I think it would be better if this task were allocated to somebody who has more time that they can devote to writing this guideline, as clearly this is a very important thing to do. Another way that you can be assertive comes from non-violent communication. And this stresses the importance of empathising with the other person, stating your own needs without getting carried away by emotions.

And that process goes as follows. So, the first thing would be to state what you observe. Then state how you feel in relation to what you observe. Next, you can state which of your needs or desires or values leads to those feelings. And you can then request action from the other person so that your needs can be met.
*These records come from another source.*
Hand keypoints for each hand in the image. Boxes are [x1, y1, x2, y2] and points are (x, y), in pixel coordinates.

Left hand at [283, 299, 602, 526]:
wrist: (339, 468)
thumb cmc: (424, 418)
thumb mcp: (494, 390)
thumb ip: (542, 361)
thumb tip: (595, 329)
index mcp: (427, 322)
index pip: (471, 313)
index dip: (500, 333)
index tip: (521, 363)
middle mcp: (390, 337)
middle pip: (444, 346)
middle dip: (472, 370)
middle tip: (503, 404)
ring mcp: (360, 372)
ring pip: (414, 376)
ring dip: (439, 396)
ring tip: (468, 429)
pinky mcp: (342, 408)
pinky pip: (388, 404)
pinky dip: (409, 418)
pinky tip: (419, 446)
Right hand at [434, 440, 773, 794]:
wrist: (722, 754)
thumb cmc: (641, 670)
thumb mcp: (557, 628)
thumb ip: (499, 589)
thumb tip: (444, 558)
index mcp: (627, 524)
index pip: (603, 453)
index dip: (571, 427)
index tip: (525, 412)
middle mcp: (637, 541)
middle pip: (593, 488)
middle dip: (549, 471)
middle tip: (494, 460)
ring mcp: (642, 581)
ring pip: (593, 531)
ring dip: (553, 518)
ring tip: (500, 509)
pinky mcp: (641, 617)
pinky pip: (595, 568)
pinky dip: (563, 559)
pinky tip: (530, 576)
Let’s go back to the guideline example. Let’s imagine that somebody sends me an email and says that they have allocated me to write a guideline. And as it happens, I don’t think that it should be me doing that guideline. Perhaps there’s somebody else that’s better for that guideline. Or maybe I’ve written lots of guidelines already, and my perception is that it is other people’s turns to write some guidelines.
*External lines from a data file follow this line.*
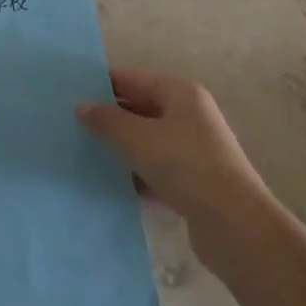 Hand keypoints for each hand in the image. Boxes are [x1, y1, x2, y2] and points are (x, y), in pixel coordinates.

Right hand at [76, 68, 264, 249]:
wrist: (235, 227)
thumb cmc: (185, 166)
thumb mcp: (138, 138)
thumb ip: (107, 120)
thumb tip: (81, 106)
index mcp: (180, 93)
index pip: (133, 78)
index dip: (102, 85)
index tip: (70, 94)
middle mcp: (190, 115)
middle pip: (140, 109)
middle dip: (109, 118)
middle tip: (72, 125)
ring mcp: (194, 150)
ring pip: (147, 142)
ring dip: (121, 149)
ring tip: (84, 154)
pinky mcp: (195, 183)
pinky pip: (157, 170)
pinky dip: (136, 174)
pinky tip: (110, 184)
Maybe I don’t think that other people are pulling their weight. Of course, that’s my own opinion and that does make it problematic, but for the sake of this example, let’s work with that idea. So how might I apply this non-violent communication framework? I might say, thank you very much for asking.
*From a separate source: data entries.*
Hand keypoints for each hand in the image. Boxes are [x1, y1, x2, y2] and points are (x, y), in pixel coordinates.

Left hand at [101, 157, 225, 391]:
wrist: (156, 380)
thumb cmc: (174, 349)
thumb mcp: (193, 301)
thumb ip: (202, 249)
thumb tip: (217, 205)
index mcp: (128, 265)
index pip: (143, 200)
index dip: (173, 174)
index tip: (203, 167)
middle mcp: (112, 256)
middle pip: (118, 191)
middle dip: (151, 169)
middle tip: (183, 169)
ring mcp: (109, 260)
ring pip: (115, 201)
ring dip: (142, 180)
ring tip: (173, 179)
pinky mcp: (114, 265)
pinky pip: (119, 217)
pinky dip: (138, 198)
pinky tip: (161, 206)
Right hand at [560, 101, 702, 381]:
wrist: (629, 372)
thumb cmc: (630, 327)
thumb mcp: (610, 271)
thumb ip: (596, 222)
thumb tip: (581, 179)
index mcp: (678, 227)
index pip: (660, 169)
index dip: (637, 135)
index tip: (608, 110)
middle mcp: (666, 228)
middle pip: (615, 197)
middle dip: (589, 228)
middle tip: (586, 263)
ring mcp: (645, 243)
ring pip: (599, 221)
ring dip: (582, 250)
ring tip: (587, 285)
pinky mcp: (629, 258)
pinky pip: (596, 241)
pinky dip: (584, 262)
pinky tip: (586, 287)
I notice that I have been asked to do additional work, whereas other people in the team have not. That makes me feel that I’m being asked to do more than my fair share. For me, equal distribution at work and all of us pulling our weight, that really matters. Please may I ask that you have a look at how work is allocated to make sure that every person does their fair share.

Of course, this often then leads to negotiation, so you need to listen to what the other person is requesting as much as being aware of what your own needs are. Aim for consensus and look for win resolutions. And of course, remember that’s just my perception. It may be that I’m wrong and perhaps I’m not being asked to do anything more than my fair share.

So, when it comes to communication, it’s important that I take notice of the other person and that I listen and aim for compromise. Standing up for our own needs and saying no is always going to be difficult, whether that’s because we have this innate need for other people to like us or because we want to be in control.

But do remember that yes and no are two sides of the same coin. When you say yes to something, you say no to something else. I hope the two say no frameworks that I presented are useful and help you in your everyday work.